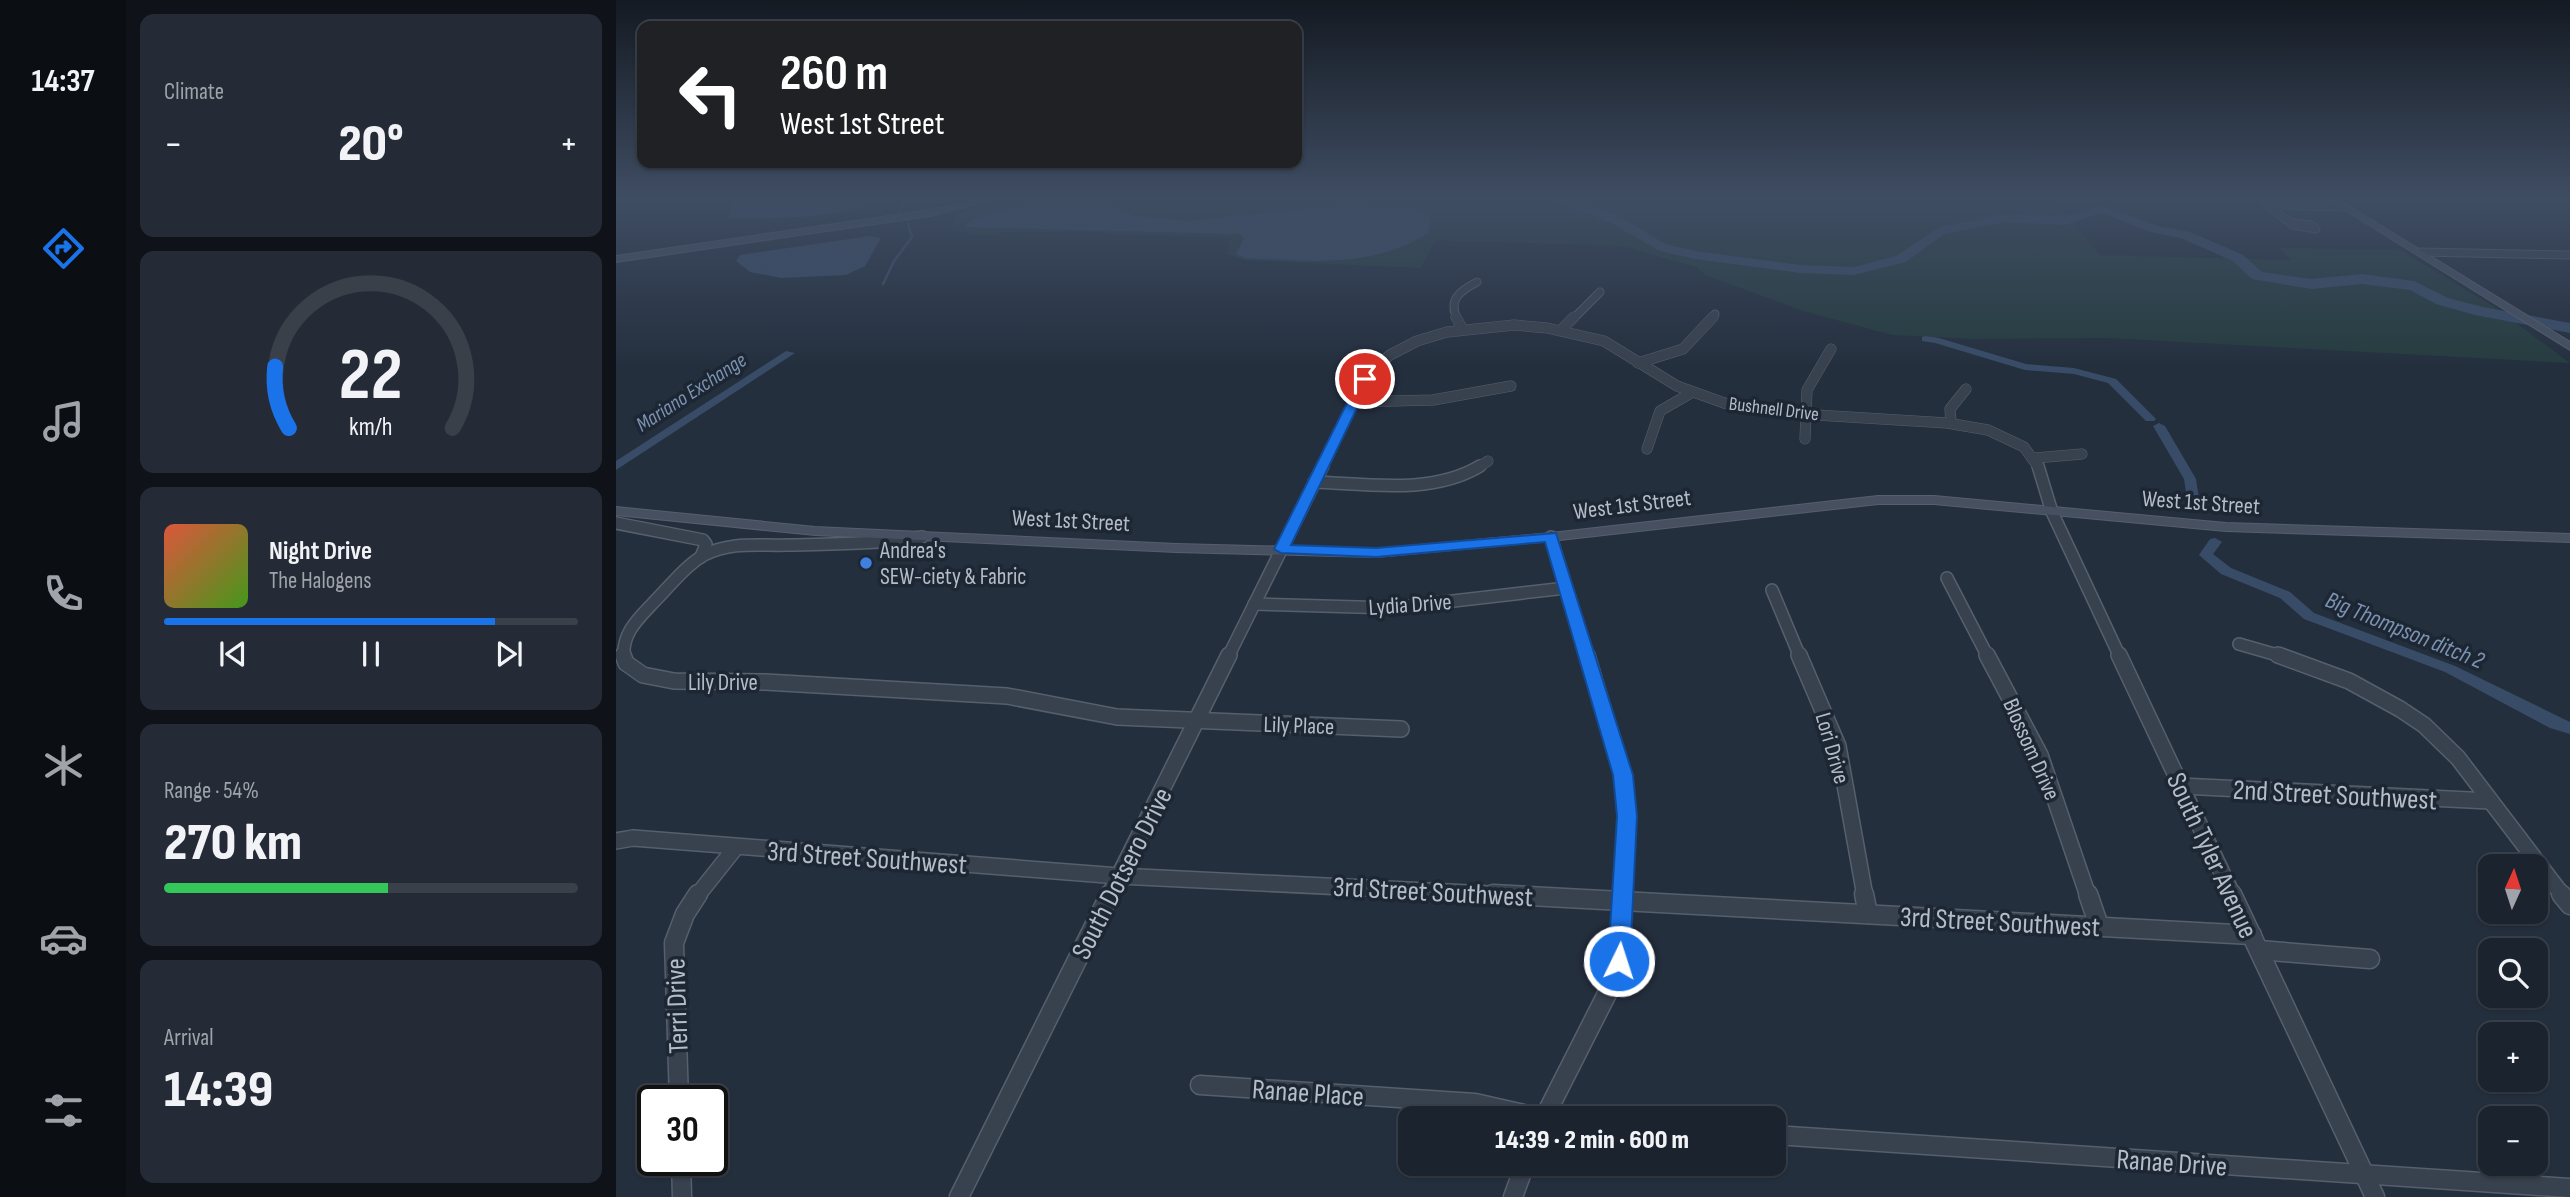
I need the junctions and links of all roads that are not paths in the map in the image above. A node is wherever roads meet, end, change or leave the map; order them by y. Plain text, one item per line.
1 (637, 256) edge
2 (2426, 256) edge
3 (616, 259) edge
4 (1477, 282) dead end
5 (1600, 292) dead end
6 (1715, 314) dead end
7 (1463, 330) junction
8 (1562, 330) junction
9 (2570, 347) edge
10 (1831, 349) dead end
11 (1638, 362) junction
12 (1511, 386) dead end
13 (1966, 389) dead end
14 (1691, 393) junction
15 (1354, 402) junction
16 (1807, 413) junction
17 (1951, 423) junction
18 (1805, 439) dead end
19 (1647, 449) dead end
20 (2082, 454) dead end
21 (2035, 458) junction
22 (1489, 461) dead end
23 (1314, 482) junction
24 (616, 511) edge
25 (2052, 512) junction
26 (616, 523) edge
27 (935, 536) junction
28 (1551, 537) junction
29 (2570, 538) edge
30 (1281, 549) junction
31 (701, 556) junction
32 (1947, 578) dead end
33 (1566, 588) junction
34 (1772, 590) dead end
35 (1254, 604) junction
36 (2239, 644) dead end
37 (1198, 720) junction
38 (1401, 729) dead end
39 (2181, 786) junction
40 (2490, 802) junction
41 (616, 841) edge
42 (736, 847) junction
43 (1119, 876) junction
44 (1623, 900) junction
45 (2570, 905) edge
46 (1868, 914) junction
47 (2099, 926) junction
48 (2255, 943) junction
49 (2370, 959) dead end
50 (678, 1085) edge
51 (1200, 1085) dead end
52 (1489, 1106) edge
53 (1549, 1106) edge
54 (1786, 1136) edge
55 (2366, 1175) junction
56 (681, 1176) edge
57 (1521, 1176) edge
58 (2570, 1188) edge
59 (682, 1197) edge
60 (959, 1197) edge
61 (1513, 1197) edge
62 (2375, 1197) edge

1 - 3 main road
2 - 9 main road
4 - 7 street
5 - 8 street
6 - 11 street
7 - 8 street, Bushnell Drive
7 - 15 street, Bushnell Drive
8 - 11 street, Bushnell Drive
10 - 16 street
11 - 14 street, Bushnell Drive
12 - 15 street
13 - 17 street
14 - 16 street, Bushnell Drive
14 - 19 street
15 - 23 street, South Dotsero Drive
16 - 17 street, Bushnell Drive
16 - 18 street
17 - 21 street, Bushnell Drive
20 - 21 street
21 - 25 street
22 - 23 street
23 - 30 street, South Dotsero Drive
24 - 27 main road, West 1st Street
25 - 28 main road, West 1st Street
25 - 29 main road, West 1st Street
25 - 39 street, South Tyler Avenue
26 - 31 street
27 - 30 main road, West 1st Street
27 - 31 street, Lily Drive
28 - 30 main road, West 1st Street
28 - 33 street
30 - 35 street, South Dotsero Drive
31 - 37 street, Lily Drive
32 - 47 street, Blossom Drive
33 - 35 street, Lydia Drive
33 - 44 street
34 - 46 street, Lori Drive
35 - 37 street, South Dotsero Drive
36 - 40 street
37 - 38 street, Lily Place
37 - 43 street, South Dotsero Drive
39 - 40 street, 2nd Street Southwest
39 - 48 street, South Tyler Avenue
40 - 45 street
41 - 42 street, 3rd Street Southwest
42 - 43 street, 3rd Street Southwest
42 - 50 street, Terri Drive
43 - 44 street, 3rd Street Southwest
43 - 60 street, South Dotsero Drive
44 - 46 street, 3rd Street Southwest
44 - 53 street
46 - 47 street, 3rd Street Southwest
47 - 48 street, 3rd Street Southwest
48 - 49 street
48 - 55 street, South Tyler Avenue
51 - 52 street, Ranae Place
54 - 55 street, Ranae Drive
55 - 58 street, Ranae Drive
55 - 62 street, South Tyler Avenue
56 - 59 street
57 - 61 street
┄┄┄┄┄┄
Go through the preceding material and copy each line that has the word "Lily".

27 - 31 street, Lily Drive
31 - 37 street, Lily Drive
37 - 38 street, Lily Place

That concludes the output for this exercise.